Kip sighed. “It’s only for three days. I think you can take it.”
Greg resisted Kip’s tug on his arm, his mouth set in a thin line of pain and discontent. “I’ll scoot up the steps on my butt.”
“Uh huh. Okay, go ahead,” Kip said. “I’ll bring you a bowl you can piss in.”
Greg looked at him in disbelief, and Kip shrugged. “You heard the doc. Stay off the leg until the cast dries.”
Red color crept up from Greg’s neck into his face, blotting out the grayish tone. An improvement of sorts, if you discounted the bloody murder coming out his eyes.
“I’m just following orders,” Kip said. “Suck it up, Coach.”
Greg stared at him for a minute and then clenched his jaw tight enough that Kip could see the muscles bunch in his cheek.
“Fine,” Greg said shortly, turning toward Kip’s door.
Kip made sure Greg had his balance set before he unlocked the door and pushed it open. “Mi casa es su casa.”
Greg frowned at him but hopped forward just the same.
Kip stepped in behind Greg and closed the door. The apartment floor plan probably looked familiar; Greg had given him his landlord’s number when Kip was looking to get out of the student slums after finishing his doctorate. Kip ended up directly under Greg. The Freudian implications of that were about as subtle as a brick to the face.
“I, uh, wasn’t expecting company,” he said.
Greg glowered at him, then at the room. “I can tell.”
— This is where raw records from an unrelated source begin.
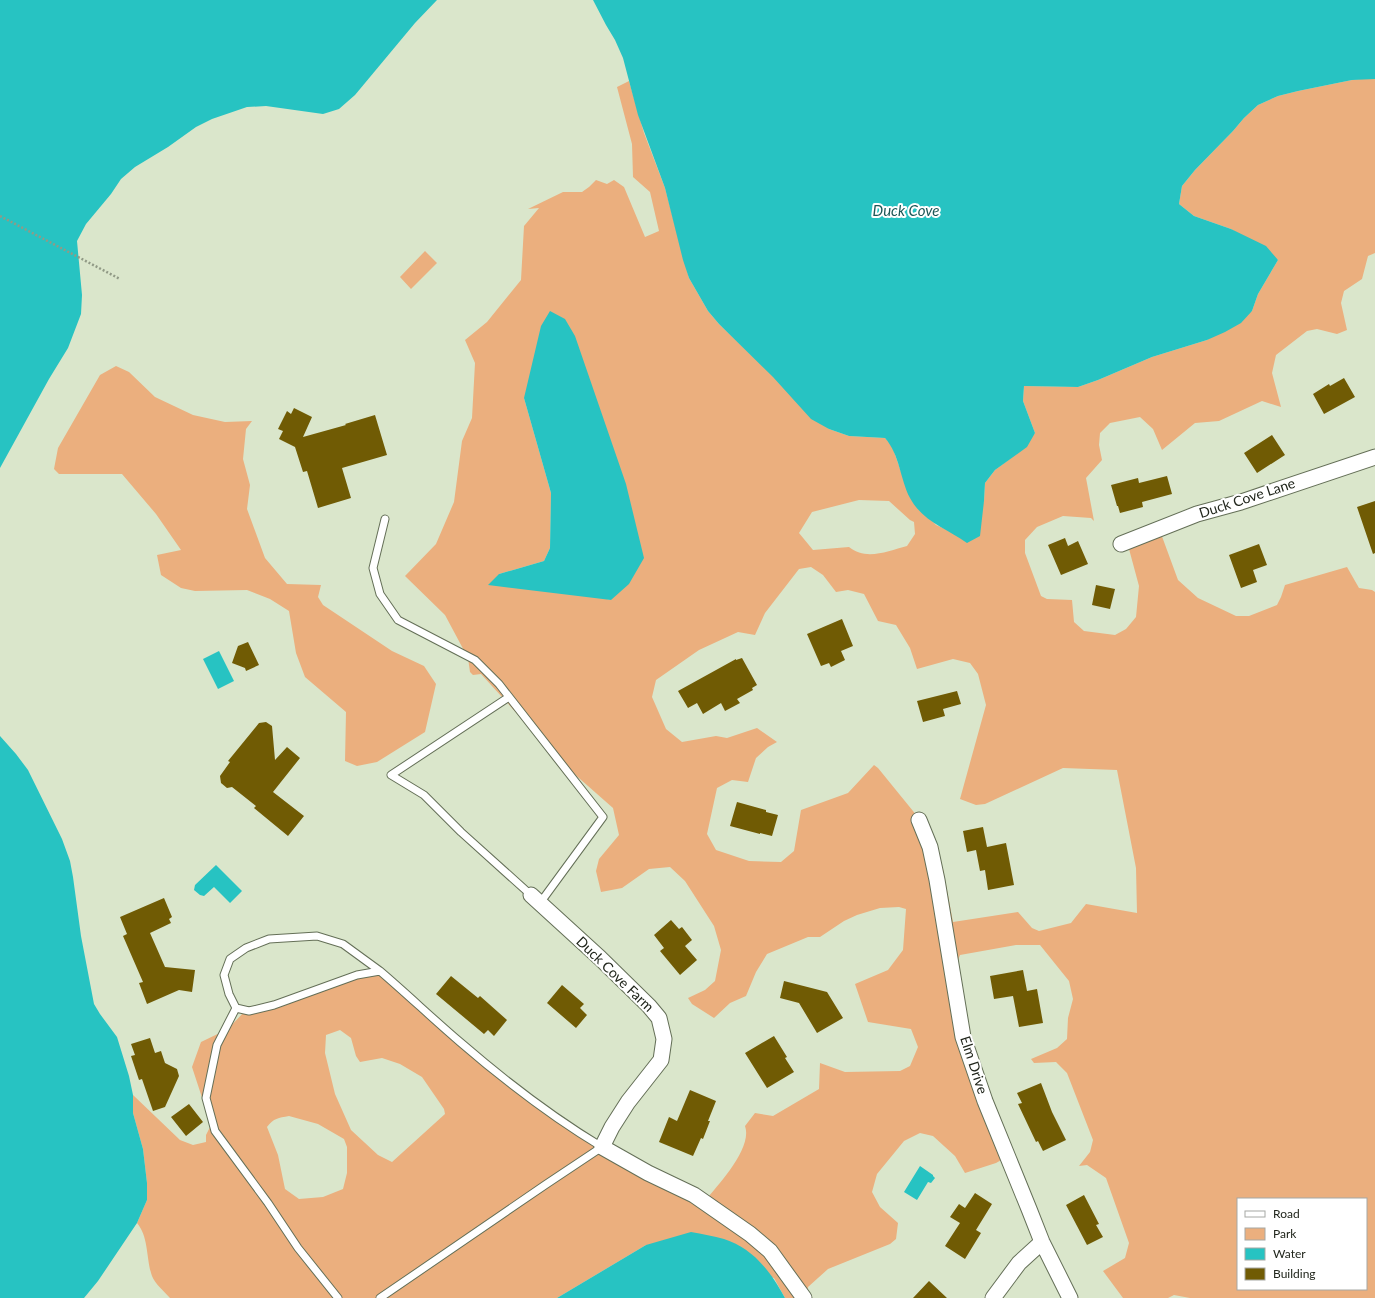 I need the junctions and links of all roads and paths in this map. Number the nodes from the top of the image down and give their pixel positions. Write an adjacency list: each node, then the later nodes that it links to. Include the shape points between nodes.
1 (0, 216): 2 (path)
2 (120, 279)
3 (1375, 457): 5 (street, Duck Cove Lane, via 1197,514)
4 (384, 519): 6 (lane, via 373,568 380,594 398,620 475,660)
5 (1121, 544)
6 (509, 697): 8 (lane, via 603,817); 8 (lane, via 391,776 424,795)
7 (920, 820): 12 (street, Elm Drive, via 936,873 963,1037 985,1101)
8 (536, 899): 11 (street, Duck Cove Farm, via 600,958 659,1018 664,1039 661,1060 628,1102)
9 (380, 971): 10 (lane, via 357,974 274,1005 249,1011); 10 (lane, via 343,944 323,938 316,936 269,939 246,948 230,959 224,975); 11 (lane, via 460,1042 530,1098)
10 (236, 1008): 13 (lane, via 217,1045 206,1098 215,1132 298,1248)
11 (602, 1147): 14 (lane); 15 (street, via 694,1195 750,1234 770,1251)
12 (1042, 1242): 16 (street, via 1019,1263); 17 (street, Elm Drive)
13 (338, 1298)
14 (380, 1298)
15 (804, 1298)
16 (992, 1298)
17 (1070, 1298) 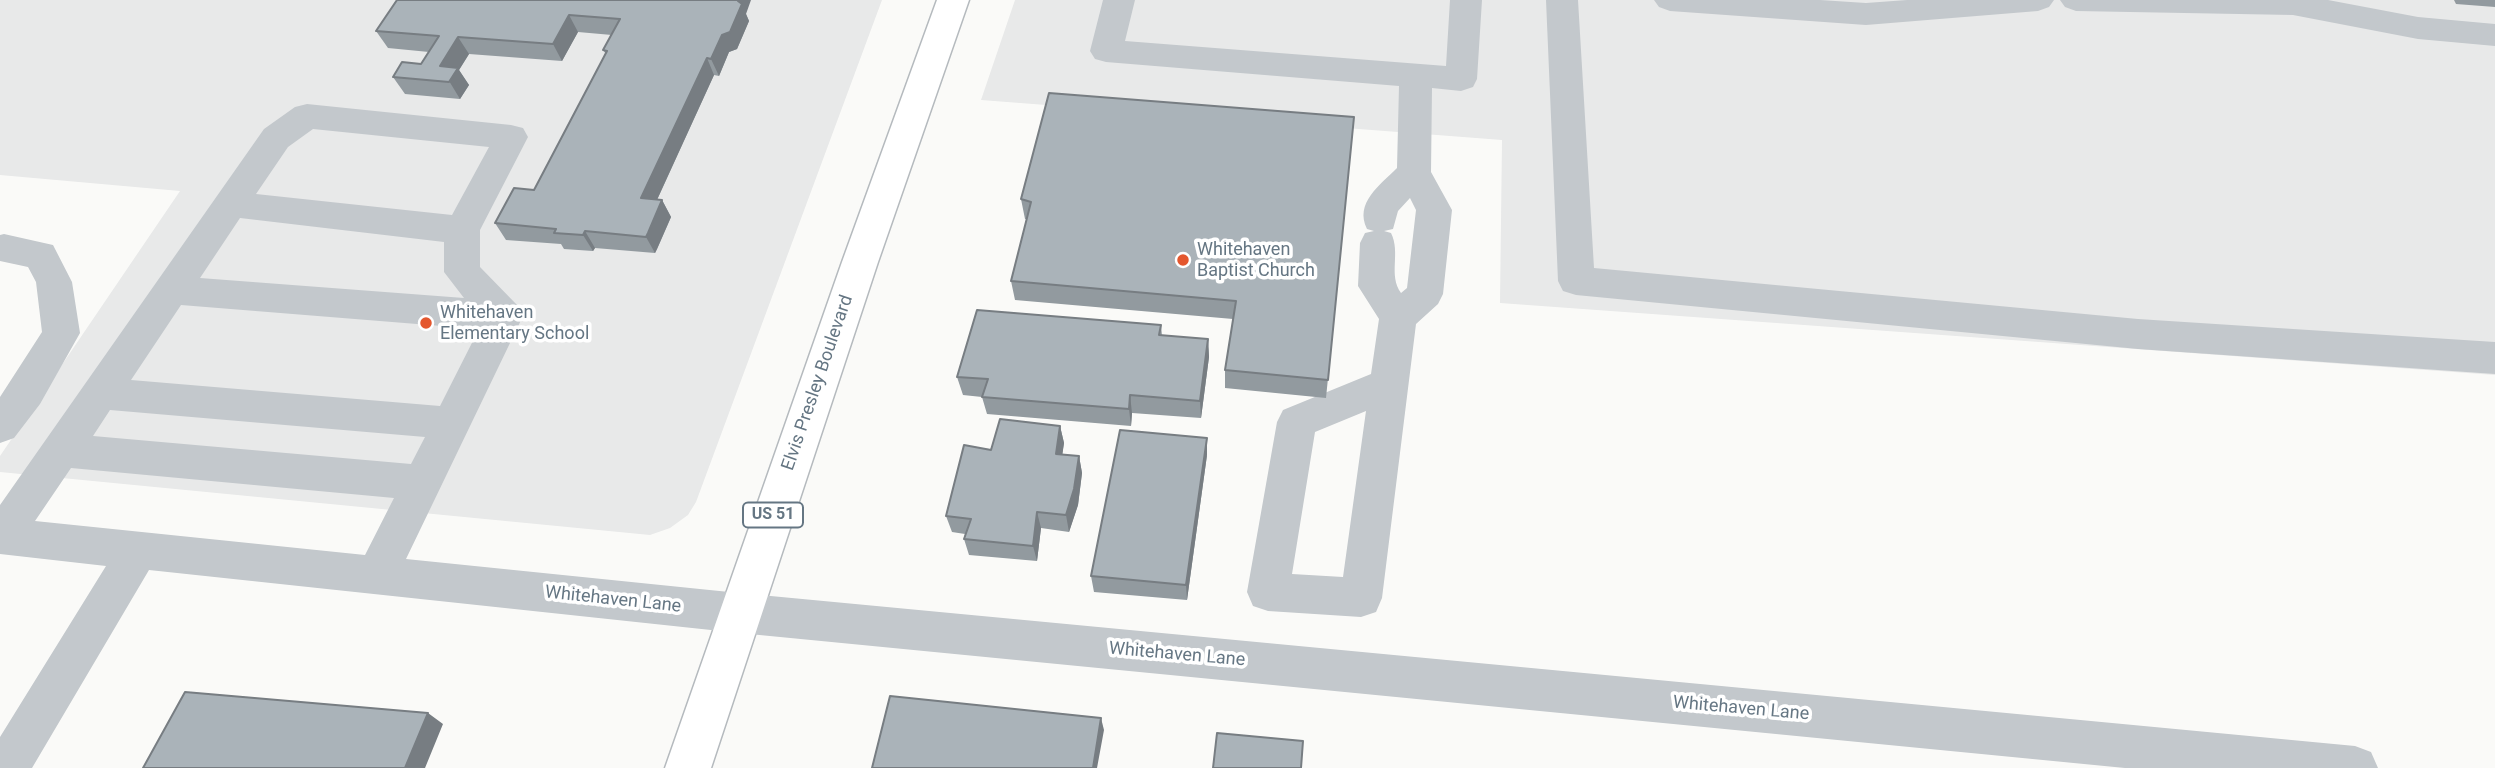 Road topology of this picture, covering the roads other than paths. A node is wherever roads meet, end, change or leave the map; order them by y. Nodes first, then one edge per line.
1 (953, 0) edge
2 (1119, 0) edge
3 (1466, 0) edge
4 (1562, 0) edge
5 (1670, 0) edge
6 (2038, 0) edge
7 (2076, 0) edge
8 (2495, 36) edge
9 (1416, 76) junction
10 (1414, 172) junction
11 (230, 204) junction
12 (463, 230) junction
13 (4, 248) dead end
14 (170, 290) junction
15 (504, 316) junction
16 (1398, 317) junction
17 (2495, 358) edge
18 (1389, 384) junction
19 (100, 393) junction
20 (451, 424) junction
21 (0, 426) edge
22 (61, 450) junction
23 (419, 487) junction
24 (1, 536) edge
25 (138, 550) junction
26 (377, 575) junction
27 (739, 613) junction
28 (7, 768) edge
29 (688, 768) edge
30 (2355, 768) edge

1 - 27 main road, Elvis Presley Boulevard / US 51
2 - 9 street
3 - 9 street
4 - 17 street
5 - 6 street
7 - 8 street
9 - 10 street
10 - 16 street
10 - 16 street
11 - 12 street
11 - 12 street
11 - 14 street
12 - 15 street
13 - 21 street
14 - 15 street
14 - 19 street
15 - 20 street
16 - 18 street
18 - 18 street
19 - 20 street
19 - 22 street
20 - 23 street
22 - 23 street
22 - 24 street
23 - 26 street
24 - 25 street, Whitehaven Lane
25 - 26 street, Whitehaven Lane
25 - 28 street
26 - 27 street, Whitehaven Lane
27 - 29 main road, Elvis Presley Boulevard / US 51
27 - 30 street, Whitehaven Lane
Seeing the place through Greg’s eyes didn’t improve it any: a living room with a slip-covered couch and boxy TV, books stacked in precarious towers, laundry everywhere, his unmade futon visible through the bedroom doorway. He’d gotten permission to paint the walls, so he’d picked a nice rich maroon and gold, good Minnesota colors, but he hadn’t had time to do much more than that. Greg seemed like the kind of guy who’d have matching furniture grouped around a fifty-two-inch plasma, and his plants were probably green instead of brown. Kip wouldn’t know, since he’d never been invited upstairs.
Not that he was bitter or anything.
“I’m still getting settled,” he said, hearing a touch of defensiveness in his voice.
“Look, I owe you, big time. If it weren’t for you, I’d still be at that Roach Motel over by student housing,” Kip said, “but if you think I’m spending the next three days running windsprints up those stairs or doing bedpan duty, you’re sorely mistaken.”
Nuh uh. No way, no how. He’d carry Greg to the john if need be. That was a pretty funny picture, Kip bent over, carrying King Greg to the throne. He was still enjoying it when Greg glared at him. He bit his lip, trying to quash an entirely inappropriate grin at the scowl on Greg’s face.
Okay, okay, got it. No smiling for the duration. Geez.